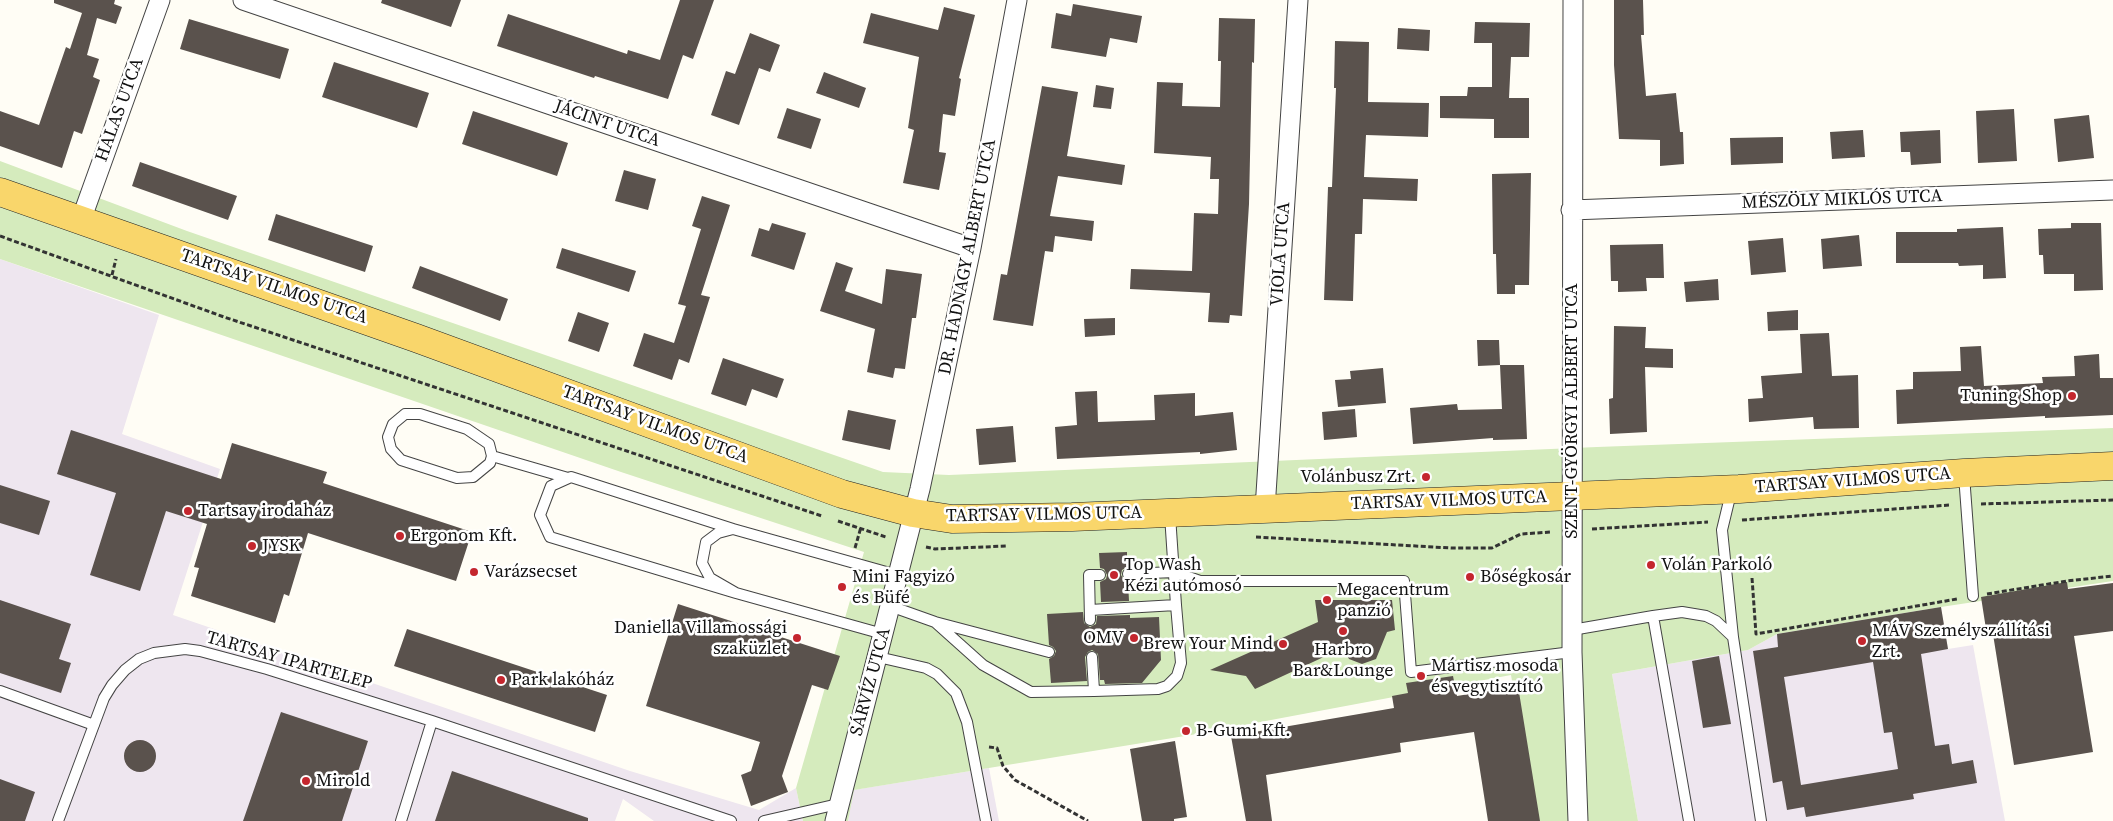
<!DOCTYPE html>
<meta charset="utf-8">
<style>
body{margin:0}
canvas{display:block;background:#fffdf5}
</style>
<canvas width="2113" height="821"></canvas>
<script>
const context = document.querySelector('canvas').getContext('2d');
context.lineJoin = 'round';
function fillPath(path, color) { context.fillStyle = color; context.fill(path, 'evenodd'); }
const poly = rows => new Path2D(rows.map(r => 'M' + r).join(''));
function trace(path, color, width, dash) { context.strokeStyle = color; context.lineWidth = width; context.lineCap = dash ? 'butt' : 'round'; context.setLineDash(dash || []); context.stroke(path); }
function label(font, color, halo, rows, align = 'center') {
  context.font = font + ' "Source Serif 4",serif'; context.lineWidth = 5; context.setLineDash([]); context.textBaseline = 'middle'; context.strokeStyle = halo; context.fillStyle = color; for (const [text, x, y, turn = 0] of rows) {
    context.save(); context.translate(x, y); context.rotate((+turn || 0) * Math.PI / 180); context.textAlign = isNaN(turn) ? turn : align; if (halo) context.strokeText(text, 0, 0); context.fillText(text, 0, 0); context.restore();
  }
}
const industrial = poly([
 [0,259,159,315,122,434,220,469,173,615,630,771,759,810,796,788,803,821,654,821,623,799,615,821,0,821],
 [1941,607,1948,649,1973,645,2005,821,1638,821,1612,674,1748,650,1777,634],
 [989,768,999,821,848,821,853,790]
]);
const green = poly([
 [0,161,187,231,883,472,949,475,1597,447,2113,428,2113,581,1941,607,1777,634,1748,650,1612,674,1638,821,1536,821,1511,675,1191,735,854,790,848,821,803,821,796,788,864,552,621,472,0,259]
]);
const building = poly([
 [54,0,115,0,114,4,122,7,116,24,97,18,87,55,99,59,93,77,100,80,82,134,74,131,62,168,0,146,0,111,39,125,66,47,70,49,82,13,54,3],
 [382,0,461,0,451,27,381,3],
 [680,0,714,0,693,59,683,55,668,99,595,76,594,78,497,46,508,14,627,54,628,50,660,60],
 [1614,0,1643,0,1644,35,1641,35,1646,96,1676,93,1680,132,1683,132,1684,164,1660,166,1660,140,1619,139,1614,65],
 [1073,4,1142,16,1137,43,1110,38,1106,57,1051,48,1056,13,1071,16],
 [944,7,975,15,959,78,961,79,955,116,943,114,939,152,946,153,939,190,903,183,914,130,908,128,919,57,863,43,871,13,938,30],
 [1219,18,1255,19,1254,63,1252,62,1249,204,1242,316,1230,315,1229,323,1208,322,1210,293,1130,289,1131,269,1192,271,1194,213,1218,214,1219,179,1210,179,1211,157,1154,153,1157,82,1183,83,1182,106,1220,107,1221,61,1218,61],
 [189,19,289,49,280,79,180,49],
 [1475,22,1530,23,1529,57,1511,57,1509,98,1529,98,1529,138,1494,138,1494,119,1440,118,1440,96,1467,96,1468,87,1492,87,1492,43,1474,43],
 [1398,28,1430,30,1429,51,1397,49],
 [750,33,780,45,770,72,759,68,739,125,711,115,726,71,735,74],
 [1335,41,1369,42,1368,102,1429,103,1428,137,1366,135,1364,177,1418,179,1417,201,1363,199,1362,234,1355,234,1353,301,1324,300,1328,187,1332,187,1336,88,1334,88],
 [334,62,429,93,417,128,322,97],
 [824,72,866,88,859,108,816,93],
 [1096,85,1114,88,1111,109,1093,107],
 [1042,86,1078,92,1067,156,1125,165,1122,185,1058,176,1050,216,1094,221,1092,241,1055,236,1053,252,1045,251,1033,326,993,320,1001,274,1007,275],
 [787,108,821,119,811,149,777,138],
 [2014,109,2017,161,1978,163,1976,111],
 [473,111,568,143,557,176,462,144],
 [2089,115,2094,158,2058,162,2054,119],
 [1863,130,1865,157,1832,159,1830,132],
 [1940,130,1941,163,1911,165,1910,152,1901,152,1900,132],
 [1783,137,1783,163,1731,165,1730,138],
 [140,162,237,196,228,220,132,186],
 [624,170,656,179,648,210,615,201],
 [1531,173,1529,285,1515,285,1515,294,1497,294,1496,254,1493,254,1492,174],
 [702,196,730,205,701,295,710,297,689,363,679,359,672,380,633,366,644,333,674,343,686,306,678,304,701,229,692,226],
 [276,214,373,246,365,272,268,240],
 [772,223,806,233,794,270,751,256,759,228,769,231],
 [2071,223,2101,223,2103,290,2074,291,2074,274,2044,274,2043,255,2039,255,2038,229,2071,228],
 [2003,227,2006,278,1983,279,1983,265,1959,266,1958,263,1896,263,1896,232,1957,232,1957,229],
 [1859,235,1862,266,1823,269,1821,239],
 [1783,238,1786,272,1751,275,1748,241],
 [1663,244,1664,278,1646,278,1647,291,1618,292,1618,281,1611,281,1610,245],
 [562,248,636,271,629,292,556,268],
 [836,262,853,268,845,291,882,304,886,269,922,274,916,318,912,318,905,369,895,368,893,378,867,372,875,329,820,311],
 [420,266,508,299,500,321,412,288],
 [1718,279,1719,300,1686,302,1684,282],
 [1798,310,1798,330,1768,331,1767,312],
 [578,312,609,323,599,352,568,341],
 [1115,318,1115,335,1085,337,1084,319],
 [1614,326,1646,327,1645,348,1673,349,1673,368,1645,367,1647,432,1610,434,1609,399,1613,398],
 [1829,333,1832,376,1858,375,1859,428,1814,429,1813,417,1749,422,1748,399,1763,398,1761,376,1802,373,1800,334],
 [1477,340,1499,340,1500,365,1478,366],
 [1981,346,1984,386,2043,383,2042,377,2075,376,2074,356,2099,354,2100,378,2113,378,2113,415,2045,418,2045,416,1897,424,1896,390,1913,389,1913,372,1961,371,1960,347],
 [723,358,784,379,777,398,752,389,746,406,711,394],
 [1500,365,1524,365,1527,439,1493,440,1493,438,1413,444,1410,408,1457,404,1458,410,1502,409],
 [1383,368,1386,403,1338,407,1335,380,1351,379,1350,371],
 [1097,391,1098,422,1155,420,1154,395,1195,393,1195,416,1233,412,1237,450,1200,454,1200,452,1057,459,1055,427,1077,425,1075,392],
 [1355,409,1357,437,1324,440,1322,412],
 [848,410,896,420,890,450,842,440],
 [1013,426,1016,462,979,465,976,429],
 [71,430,221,479,232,443,327,472,323,483,472,532,456,581,308,533,289,596,284,594,275,623,191,596,199,568,194,567,207,524,166,511,140,591,90,575,116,493,57,474],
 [0,485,50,501,39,535,0,523],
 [1127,552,1127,567,1122,570,1121,575,1124,580,1128,581,1129,601,1101,602,1100,582,1106,579,1107,575,1104,569,1100,568,1099,553],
 [2067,582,2068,589,2113,583,2113,631,2074,636,2093,752,2014,765,1992,628,1986,629,1981,597],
 [0,600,71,624,59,659,71,663,61,693,0,673],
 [1315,600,1392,600,1395,630,1387,632,1376,659,1362,664,1349,659,1343,648,1255,689,1246,676,1210,670,1318,622],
 [678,604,840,656,828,690,812,685,782,776,788,792,751,806,741,775,751,771,760,742,646,706],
 [1941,607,1948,649,1921,654,1935,746,1949,744,1952,764,1973,760,1977,783,1913,794,1914,799,1806,817,1804,807,1787,810,1782,781,1773,783,1753,651,1778,647,1777,634],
 [1873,662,1884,733,1892,732,1898,769,1801,785,1784,677],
 [1083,612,1084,623,1090,627,1096,624,1097,616,1130,615,1130,618,1159,617,1161,660,1142,683,1105,684,1104,680,1100,680,1098,654,1092,650,1088,652,1085,657,1087,681,1051,683,1049,659,1054,656,1056,651,1053,647,1049,645,1047,614],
 [407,629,607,695,595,732,394,666],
 [1719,656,1731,724,1703,728,1692,661],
 [1453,676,1457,696,1518,686,1540,821,1488,821,1474,732,1400,743,1401,752,1266,775,1272,821,1246,821,1231,736,1394,708,1392,696,1408,693,1406,683],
 [281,712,368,741,342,821,243,821],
 '124 756a16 16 0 1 1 32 0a16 16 0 1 1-32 0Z',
 [1175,741,1187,817,1174,819,1174,821,1142,821,1130,749],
 [452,771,588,818,588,821,435,821],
 [0,779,35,792,25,821,0,821]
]);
const path = poly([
 [0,236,224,317,822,516],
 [112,275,116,259],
 [1981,504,2113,500],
 [1742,520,1950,505],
 [838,521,886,537],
 [1592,529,1708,522],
 [1256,537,1451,548,1492,548,1521,534,1551,532],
 [926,547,935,549,1007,546],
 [855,548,861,527],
 [1752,578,1756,634,1957,599],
 [1987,594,2067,581,2113,576],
 [989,747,997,748,1003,766,1015,780,1088,821]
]);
const lane = poly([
 [405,414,420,414,467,429,489,444,492,456,490,463,473,477,457,478,401,460,391,449,388,437,393,424,405,414],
 [492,456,568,478],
 [1964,475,1973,596],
 [1735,493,1729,501,1722,530,1733,637,1761,821],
 [733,529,571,477,551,486,540,515,550,537,736,593],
 [1128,574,1174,572,1200,581,1404,581,1411,672,1572,652],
 [890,606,935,622,1049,652],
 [1090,610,1176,605,1170,515],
 [1653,616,1682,612,1706,616,1716,621,1733,637],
 [1090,620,1089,575,1100,575],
 [935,622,983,665,1031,692,1094,691],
 [1572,630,1653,616,1689,821],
 [883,634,736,593,710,578,702,563,706,542,718,533,733,529,897,575],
 [878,657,926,668,937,674,956,693,967,722,986,821],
 [1092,657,1094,691,1158,689,1167,686,1177,676,1181,663,1176,605],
 [0,691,94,725],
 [58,821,104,698,112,685,125,670,139,659,154,653,185,649,200,651,267,669,432,721,731,821],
 [401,821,432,721],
 [764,821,838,804]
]);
const street = poly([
 [243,0,971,248],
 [1573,0,1572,652,1578,821],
 [1571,210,2113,190],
 [81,220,160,0],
 [1265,509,1298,0],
 [835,821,920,489,971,248,1017,0]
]);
const primary = poly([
 [0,192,416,338,842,494,913,513,952,519,1072,517,1739,489,1964,473,2113,466]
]);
const markers = [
 [2072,396,5,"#c4262e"],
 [1426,477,5,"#c4262e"],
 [188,511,5,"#c4262e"],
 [400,536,5,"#c4262e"],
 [252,546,5,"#c4262e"],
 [1651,565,5,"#c4262e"],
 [474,572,5,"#c4262e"],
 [1114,575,5,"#c4262e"],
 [1470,577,5,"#c4262e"],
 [842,587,5,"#c4262e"],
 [1327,600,5,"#c4262e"],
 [1343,631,5,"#c4262e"],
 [797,638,5,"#c4262e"],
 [1134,638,5,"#c4262e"],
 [1862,641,5,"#c4262e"],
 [1283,644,5,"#c4262e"],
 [1421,676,5,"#c4262e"],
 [501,680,5,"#c4262e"],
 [1186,731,5,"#c4262e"],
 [306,781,5,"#c4262e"]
];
const streetNames = [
 ["HALAS UTCA",120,110,-70],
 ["JÁCINT UTCA",607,124,19],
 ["MÉSZÖLY MIKLÓS UTCA",1842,200,-2],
 ["VIOLA UTCA",1281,254,-86],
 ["DR. HADNAGY ALBERT UTCA",968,257,-79],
 ["TARTSAY VILMOS UTCA",274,287,19],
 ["SZENT-GYÖRGYI ALBERT UTCA",1572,411,-90],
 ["TARTSAY VILMOS UTCA",655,425,20],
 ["TARTSAY VILMOS UTCA",1853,481,-4],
 ["TARTSAY VILMOS UTCA",1449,501,-2],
 ["TARTSAY VILMOS UTCA",1044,515,-1],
 ["TARTSAY IPARTELEP",289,661,16],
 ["SÁRVÍZ UTCA",871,682,-75]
];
const poiNames = [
 ["Tuning Shop",2062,396,"right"],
 ["Volánbusz Zrt.",1416,477,"right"],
 ["Tartsay irodaház",198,511],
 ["Ergonom Kft.",410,536],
 ["JYSK",262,546],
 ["Top Wash",1124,565],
 ["Kézi autómosó",1124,586],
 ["Volán Parkoló",1661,565],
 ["Varázsecset",484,572],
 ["Mini Fagyizó",852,577],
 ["és Büfé",852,598],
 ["Bőségkosár",1480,577],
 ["Megacentrum",1337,590],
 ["panzió",1337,611],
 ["Daniella Villamossági",787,628,"right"],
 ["szaküzlet",787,649,"right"],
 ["MÁV Személyszállítási",1872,631],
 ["Zrt.",1872,652],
 ["OMV",1124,638,"right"],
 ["Brew Your Mind",1273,644,"right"],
 ["Harbro",1343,650,"center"],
 ["Bar&Lounge",1343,671,"center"],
 ["Mártisz mosoda",1431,666],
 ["és vegytisztító",1431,687],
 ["Park lakóház",511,680],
 ["B-Gumi Kft.",1196,731],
 ["Mirold",316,781]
];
fillPath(industrial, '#eee6ef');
fillPath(green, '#d5ebbd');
fillPath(building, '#5a524d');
trace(lane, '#444', 12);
trace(street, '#444', 21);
trace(primary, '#222', 29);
trace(path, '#333', 3, [5, 2.5]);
trace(lane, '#fff', 10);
trace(street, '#fff', 19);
trace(primary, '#f9d66b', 28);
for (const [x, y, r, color] of markers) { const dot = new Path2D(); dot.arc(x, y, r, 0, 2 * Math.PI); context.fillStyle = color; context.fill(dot); trace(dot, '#fff', 2); }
label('18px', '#111', '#fff', streetNames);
label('18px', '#111', '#fff', poiNames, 'left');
</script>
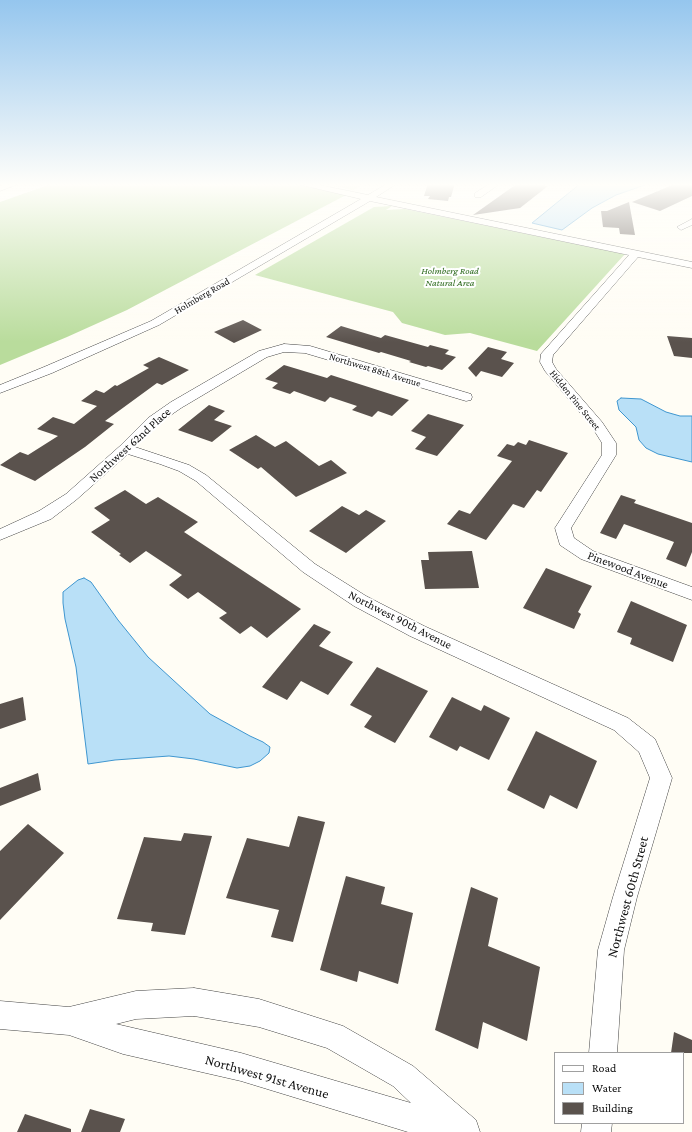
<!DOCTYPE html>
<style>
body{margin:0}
#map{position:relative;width:692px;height:1132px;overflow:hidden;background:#fffdf5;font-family:"Crimson Pro",serif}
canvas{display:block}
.legend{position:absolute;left:554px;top:1052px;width:130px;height:72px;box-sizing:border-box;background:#fff;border:1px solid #a0a0a0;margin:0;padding:5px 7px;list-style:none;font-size:12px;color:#111}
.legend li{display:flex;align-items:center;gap:8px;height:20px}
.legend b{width:20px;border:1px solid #a0a0a0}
</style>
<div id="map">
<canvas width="692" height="1132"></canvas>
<ul class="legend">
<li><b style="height:5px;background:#fff"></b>Road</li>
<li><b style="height:11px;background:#b9e0f7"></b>Water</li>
<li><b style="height:11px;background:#5a524d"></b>Building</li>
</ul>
</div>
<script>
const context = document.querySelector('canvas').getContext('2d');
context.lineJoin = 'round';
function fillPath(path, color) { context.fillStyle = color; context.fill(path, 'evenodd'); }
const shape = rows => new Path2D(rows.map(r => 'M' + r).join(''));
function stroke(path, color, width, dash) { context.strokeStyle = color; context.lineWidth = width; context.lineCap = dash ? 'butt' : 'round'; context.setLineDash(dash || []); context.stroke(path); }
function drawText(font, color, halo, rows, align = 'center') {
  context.font = font + ' "Crimson Pro",serif'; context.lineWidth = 4; context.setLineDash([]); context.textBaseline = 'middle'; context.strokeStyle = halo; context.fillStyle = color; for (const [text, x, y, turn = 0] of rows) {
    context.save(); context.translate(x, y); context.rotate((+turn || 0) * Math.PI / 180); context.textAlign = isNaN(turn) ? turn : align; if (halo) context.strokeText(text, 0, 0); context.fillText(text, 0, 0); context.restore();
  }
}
const green = shape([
 [319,183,366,183,353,190]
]);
const forest = shape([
 [54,183,290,183,346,195,127,310,67,337,0,365,0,202],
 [391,206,392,206,386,210,405,209,625,254,537,351,470,333,445,335,438,333,402,323,393,312,255,275,374,207]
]);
const water = shape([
 [581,183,651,183,616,195,592,208,562,230,532,223,581,183],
 [621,398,641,399,666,412,680,416,692,416,692,462,658,454,646,448,639,440,636,427,619,410,617,401,621,398],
 [84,578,91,582,118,620,148,657,172,679,210,714,250,736,263,742,270,747,269,753,260,761,250,766,237,768,194,759,169,756,115,760,88,764,76,667,65,619,63,603,63,592,78,580,84,578]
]);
const building = shape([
 [428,183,455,183,451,197,449,197,448,201,428,199,430,196,424,196],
 [518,183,533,183,548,186,520,208,473,215],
 [677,183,692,183,692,196,660,211,632,202],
 [629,202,635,235,620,234,619,228,603,227,601,211,607,211],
 [243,320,262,330,234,343,214,332],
 [341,326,381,338,385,335,428,347,430,345,449,350,445,354,456,357,442,370,428,366,426,367,409,362,411,361,381,352,379,353,326,337],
 [667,336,692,338,692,358,674,356],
 [488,347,507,352,501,359,514,363,502,377,481,371,476,377,468,368],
 [159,357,189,370,162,385,157,383,105,421,114,424,85,447,35,481,0,465,20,452,28,455,58,436,37,429,53,417,74,424,97,406,81,401,96,390,104,393,115,385,117,386,149,368,143,365],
 [284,365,327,378,331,375,409,400,392,416,378,411,372,417,352,410,357,406,330,397,325,402,294,391,290,394,272,388,278,383,265,379],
 [209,405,225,411,214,420,232,426,212,442,178,430],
 [428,414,464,425,437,456,415,449,426,437,411,431],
 [256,435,275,447,286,441,319,466,331,460,347,473,296,497,261,467,258,469,229,450],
 [529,440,568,453,541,492,537,490,524,508,513,504,486,540,447,524,459,510,470,514,512,461,497,456,507,444,514,446,518,442,526,445],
 [125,490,146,504,158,497,198,522,184,532,301,609,267,638,251,626,240,634,219,618,227,613,198,592,188,599,169,585,182,575,146,551,130,563,119,555,121,554,91,532,110,520,94,508],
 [621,495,636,500,634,503,692,523,692,552,686,567,666,559,674,542,624,524,616,539,600,533],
 [342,506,359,515,366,510,386,521,346,553,309,531],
 [472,551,479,588,425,589,421,560,429,560,428,552],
 [546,568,592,586,578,612,581,614,574,629,523,608],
 [631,601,687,625,673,662,630,644,632,638,617,632],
 [314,624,331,632,319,646,353,662,328,695,301,681,287,700,262,687],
 [377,667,428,691,395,743,364,727,372,716,350,705],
 [23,697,26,720,0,729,0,704],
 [452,697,481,711,484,705,510,718,489,760,460,746,457,751,429,737],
 [536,731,597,761,577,809,550,795,544,809,507,790],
 [38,773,41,790,0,806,0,788],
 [298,816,325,822,293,942,271,937,279,910,226,898,247,838,289,847],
 [28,824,64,853,0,920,0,851],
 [184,833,212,836,185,935,151,931,153,923,117,919,144,837,181,841],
 [346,876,385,887,381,904,413,913,398,984,359,971,357,982,320,970],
 [471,887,498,898,488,946,540,967,527,1041,483,1022,478,1049,435,1030],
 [674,1032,692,1040,692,1053,671,1053],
 [90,1109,125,1119,120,1132,81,1132],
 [25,1114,71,1129,71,1132,17,1132]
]);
const minor = shape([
 [8,183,21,183,0,191,0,186,8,183],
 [293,183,310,183,368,195,388,183,398,183,376,197,692,262,692,268,638,257,553,355,552,362,556,369,602,422,616,443,616,455,571,528,574,538,593,551,692,587,692,600,581,559,560,545,555,528,602,455,602,443,592,427,545,371,540,362,541,354,629,255,370,201,159,325,52,373,0,393,0,385,44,367,151,321,361,199,293,183],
 [491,183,501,183,481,197,475,197,475,193,491,183],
 [692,219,692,225,681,230,677,227,692,219],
 [284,344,310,346,471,394,472,397,471,400,466,401,305,353,284,352,267,357,181,408,158,424,135,447,189,465,206,475,315,564,366,596,424,626,628,718,655,739,672,778,637,897,624,950,617,1053,589,1053,598,950,613,897,650,778,639,752,614,730,410,636,354,606,303,572,196,481,179,471,160,464,128,454,76,500,51,519,0,540,0,529,39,511,66,494,120,446,148,418,171,402,259,351,284,344],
 [194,988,259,999,343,1026,413,1066,476,1120,480,1132,408,1132,241,1081,123,1054,69,1035,0,1029,0,1001,69,1007,136,991,194,988],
 [194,1016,259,1027,327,1048,393,1086,411,1103,241,1053,116,1024,136,1019,194,1016],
 [582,1123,612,1123,611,1132,581,1132,582,1123]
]);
const farParknames = [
 ["Holmberg Road",450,271],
 ["Natural Area",450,283]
];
const farStreetnames = [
 ["Holmberg Road",202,296,-30],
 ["Northwest 88th Avenue",375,370,17],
 ["Hidden Pine Street",575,400,51]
];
const streetNames = [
 ["Northwest 62nd Place",130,445,-42],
 ["Pinewood Avenue",628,570,21],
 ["Northwest 90th Avenue",400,620,27]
];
const nearStreetnames = [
 ["Northwest 60th Street",628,897,-75],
 ["Northwest 91st Avenue",267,1077,16]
];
fillPath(green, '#d5ebbd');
fillPath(forest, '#b9dc9c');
fillPath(water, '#b9e0f7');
stroke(water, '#3f96cf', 1);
fillPath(building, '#5a524d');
stroke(minor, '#444', 1);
fillPath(minor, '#fff');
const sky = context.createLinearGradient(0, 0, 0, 342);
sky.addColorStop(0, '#95c6ee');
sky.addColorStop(0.54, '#fffefa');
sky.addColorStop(1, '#fffefa00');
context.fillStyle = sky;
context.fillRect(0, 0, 692, 342);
drawText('italic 10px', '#2f6b1f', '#fff', farParknames);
drawText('10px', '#111', '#fff', farStreetnames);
drawText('12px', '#111', '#fff', streetNames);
drawText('14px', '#111', '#fff', nearStreetnames);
</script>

━━━━━━

What this task involves
Copy each line of the data that contains the word "rows".

Exercise answer
const poly = rows => new Path2D(rows.map(r => 'M' + r).join(''));
function label(font, color, halo, rows, align = 'center') {
  context.font = font + ' "Source Serif 4",serif'; context.lineWidth = 5; context.setLineDash([]); context.textBaseline = 'middle'; context.strokeStyle = halo; context.fillStyle = color; for (const [text, x, y, turn = 0] of rows) {
const shape = rows => new Path2D(rows.map(r => 'M' + r).join(''));
function drawText(font, color, halo, rows, align = 'center') {
  context.font = font + ' "Crimson Pro",serif'; context.lineWidth = 4; context.setLineDash([]); context.textBaseline = 'middle'; context.strokeStyle = halo; context.fillStyle = color; for (const [text, x, y, turn = 0] of rows) {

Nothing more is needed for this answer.